En activant la médiation allemande, Emmanuel Macron a en réalité lancé une bouée de sauvetage au régime algérien. Il lui a offert les conditions d’une libération de l’écrivain franco-algérien sans pour autant perdre la face auprès de son opinion publique, tout en levant un obstacle majeur à toute sortie de crise avec la France. La communication autour de cette médiation allemande est ainsi devenue un enjeu politique central.
«Paris mise beaucoup sur un retour de la coopération sécuritaire avec l’Algérie, notamment dans des domaines sensibles comme la lutte contre le terrorisme et l’immigration clandestine.»
— Mustapha Tossa
Les propagandistes du régime algérien la survalorisent avec un zèle évident, pour contrer l’idée que le président de la République, comme l’institution militaire, a fini par céder sur Sansal, devenu un enjeu de sécurité et «d’honneur» national. Cet excès de zèle, destiné à expliquer pourquoi ce «cadeau politique» a été fait à Berlin plutôt qu’à Paris, est allé jusqu’à évoquer une forme de chantage allemand à l’égard de Tebboune: la libération de Sansal en échange de la possibilité pour lui de continuer à se soigner en Allemagne. Dans le monde de la diplomatie, un tel marchandage reste pour le moins hautement improbable.
Dans la réalité des faits, ce qui a surtout fait chuter la «valeur politique» de l’otage Sansal, c’est la récente résolution des Nations Unies sur le Sahara marocain, qui entérine le plan d’autonomie sous souveraineté marocaine. Sansal était détenu par Alger comme une carte de pression et de négociation sur la position de la France dans ce dossier.
Tant que cette vérité internationale n’avait pas éclaté au grand jour et ne s’était pas imposée avec une telle évidence, certains segments du régime algérien nourrissaient encore l’espoir de pouvoir infléchir la décision française. Même si cela paraissait incongru à beaucoup, Alger s’accrochait à l’idée de transformer le cas Sansal en monnaie d’échange, pour obtenir une position française moins enthousiaste dans son soutien à la marocanité du Sahara.
Or, la résolution du 31 octobre des Nations Unies a rebattu toutes les cartes et réécrit les équations régionales. Alger est désormais sous pression internationale, européenne et américaine pour s’acclimater à cette nouvelle donne politique. Maintenir Sansal en prison, avec le risque réel de le voir mourir en détention, devenait un fardeau trop lourd pour un régime déjà affublé d’une réputation exécrable. Une course contre la montre s’est engagée pour «se débarrasser» de ce dossier encombrant. Le scénario de la médiation allemande a été monté dans l’urgence, et Sansal s’est retrouvé libre en un temps record, à la grande satisfaction de Paris et du président Emmanuel Macron, qui n’a pas hésité à souligner que la démarche allemande était d’inspiration française. Ce que tout le monde avait compris, sauf les propagandistes du régime algérien.
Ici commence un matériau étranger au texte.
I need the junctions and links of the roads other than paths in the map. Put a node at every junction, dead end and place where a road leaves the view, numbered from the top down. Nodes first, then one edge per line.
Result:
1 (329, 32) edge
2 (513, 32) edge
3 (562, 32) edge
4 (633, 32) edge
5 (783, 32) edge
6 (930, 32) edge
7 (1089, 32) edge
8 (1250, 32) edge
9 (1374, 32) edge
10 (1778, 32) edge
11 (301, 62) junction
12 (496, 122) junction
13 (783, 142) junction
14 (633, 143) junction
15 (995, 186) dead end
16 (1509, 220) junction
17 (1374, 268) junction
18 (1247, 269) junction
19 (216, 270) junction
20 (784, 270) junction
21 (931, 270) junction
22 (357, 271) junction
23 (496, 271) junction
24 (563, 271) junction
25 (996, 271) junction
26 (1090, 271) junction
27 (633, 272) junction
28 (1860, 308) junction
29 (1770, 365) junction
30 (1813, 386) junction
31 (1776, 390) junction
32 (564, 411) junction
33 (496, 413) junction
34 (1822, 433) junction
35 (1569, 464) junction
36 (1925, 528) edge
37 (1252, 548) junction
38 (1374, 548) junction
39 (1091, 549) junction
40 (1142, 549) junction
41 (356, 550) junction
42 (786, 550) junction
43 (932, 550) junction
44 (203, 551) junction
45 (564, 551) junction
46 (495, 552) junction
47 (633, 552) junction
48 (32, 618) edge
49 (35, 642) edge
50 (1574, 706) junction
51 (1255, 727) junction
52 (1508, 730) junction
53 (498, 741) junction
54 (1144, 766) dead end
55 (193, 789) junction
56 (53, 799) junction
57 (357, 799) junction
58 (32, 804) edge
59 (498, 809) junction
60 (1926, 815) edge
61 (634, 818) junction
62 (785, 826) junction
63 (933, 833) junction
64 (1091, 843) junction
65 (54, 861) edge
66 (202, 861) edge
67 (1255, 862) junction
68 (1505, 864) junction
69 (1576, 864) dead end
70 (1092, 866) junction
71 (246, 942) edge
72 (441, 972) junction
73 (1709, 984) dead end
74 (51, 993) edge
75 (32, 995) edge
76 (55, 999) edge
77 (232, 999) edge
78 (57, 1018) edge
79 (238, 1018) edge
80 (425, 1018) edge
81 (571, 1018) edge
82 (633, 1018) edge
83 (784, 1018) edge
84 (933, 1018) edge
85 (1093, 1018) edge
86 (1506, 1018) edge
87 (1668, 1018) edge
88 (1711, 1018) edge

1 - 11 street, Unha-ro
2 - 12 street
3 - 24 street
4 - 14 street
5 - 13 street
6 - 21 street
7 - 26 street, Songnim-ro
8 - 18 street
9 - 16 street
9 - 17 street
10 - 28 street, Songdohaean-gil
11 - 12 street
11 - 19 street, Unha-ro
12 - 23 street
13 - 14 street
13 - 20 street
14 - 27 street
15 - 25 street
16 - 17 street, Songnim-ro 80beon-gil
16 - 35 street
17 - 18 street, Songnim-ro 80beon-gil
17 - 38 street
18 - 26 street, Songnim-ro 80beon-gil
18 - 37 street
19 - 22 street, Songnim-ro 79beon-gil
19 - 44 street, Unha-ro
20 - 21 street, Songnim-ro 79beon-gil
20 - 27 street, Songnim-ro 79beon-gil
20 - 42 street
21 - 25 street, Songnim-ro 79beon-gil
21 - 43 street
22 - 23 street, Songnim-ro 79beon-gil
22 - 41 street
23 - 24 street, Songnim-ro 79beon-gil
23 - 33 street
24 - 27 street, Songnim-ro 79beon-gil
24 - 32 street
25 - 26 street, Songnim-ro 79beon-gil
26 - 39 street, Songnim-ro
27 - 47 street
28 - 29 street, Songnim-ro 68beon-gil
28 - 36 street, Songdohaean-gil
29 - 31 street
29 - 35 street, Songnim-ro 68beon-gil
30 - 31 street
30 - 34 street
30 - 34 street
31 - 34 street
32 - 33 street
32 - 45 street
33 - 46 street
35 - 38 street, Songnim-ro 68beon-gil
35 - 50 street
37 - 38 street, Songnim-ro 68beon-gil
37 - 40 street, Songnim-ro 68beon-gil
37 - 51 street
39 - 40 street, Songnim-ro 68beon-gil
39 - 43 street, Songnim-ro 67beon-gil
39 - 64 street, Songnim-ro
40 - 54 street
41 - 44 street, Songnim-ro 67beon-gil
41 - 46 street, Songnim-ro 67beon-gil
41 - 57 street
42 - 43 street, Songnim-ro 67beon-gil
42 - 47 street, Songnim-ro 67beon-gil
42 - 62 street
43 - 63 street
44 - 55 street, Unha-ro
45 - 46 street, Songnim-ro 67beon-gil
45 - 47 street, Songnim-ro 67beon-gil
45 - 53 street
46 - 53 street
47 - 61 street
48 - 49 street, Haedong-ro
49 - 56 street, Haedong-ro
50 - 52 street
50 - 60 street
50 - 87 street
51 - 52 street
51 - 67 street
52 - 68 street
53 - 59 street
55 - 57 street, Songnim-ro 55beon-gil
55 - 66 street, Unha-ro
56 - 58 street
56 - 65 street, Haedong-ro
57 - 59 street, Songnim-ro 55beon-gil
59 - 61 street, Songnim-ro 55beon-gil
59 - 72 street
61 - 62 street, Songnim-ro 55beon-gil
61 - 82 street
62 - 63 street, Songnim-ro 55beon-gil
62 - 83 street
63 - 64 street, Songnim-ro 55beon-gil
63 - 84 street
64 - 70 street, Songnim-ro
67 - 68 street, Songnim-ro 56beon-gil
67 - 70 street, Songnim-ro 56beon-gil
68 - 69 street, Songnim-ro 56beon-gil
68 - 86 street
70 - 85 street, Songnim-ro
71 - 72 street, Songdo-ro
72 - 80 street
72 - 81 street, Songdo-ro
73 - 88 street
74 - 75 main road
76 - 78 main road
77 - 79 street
Cette libération ouvre donc la voie à un réchauffement de l’axe Paris–Alger. Sans doute à travers une visite attendue du nouveau ministre de l’Intérieur, Laurent Nunez, en Algérie. Laurent Nunez succède à Bruno Retailleau, qui avait servi de défouloir aux haines du régime algérien contre la France. Sans doute aussi à travers une possible rencontre au sommet entre le président Abdelmadjid Tebboune et le président Emmanuel Macron, en marge du G20 prévu en Afrique du Sud les 22 et 23 novembre.
Paris mise beaucoup sur un retour de la coopération sécuritaire avec l’Algérie, notamment dans des domaines sensibles comme la lutte contre le terrorisme et l’immigration clandestine. Mais cette crise politique entre les deux pays a laissé des traces et a profondément abîmé les relations entre les deux leaderships. Au point que certains estiment que le chantier de la réconciliation mémorielle, brandi par Emmanuel Macron comme un enjeu majeur de ses deux mandats, est pour l’instant renvoyé aux calendes grecques.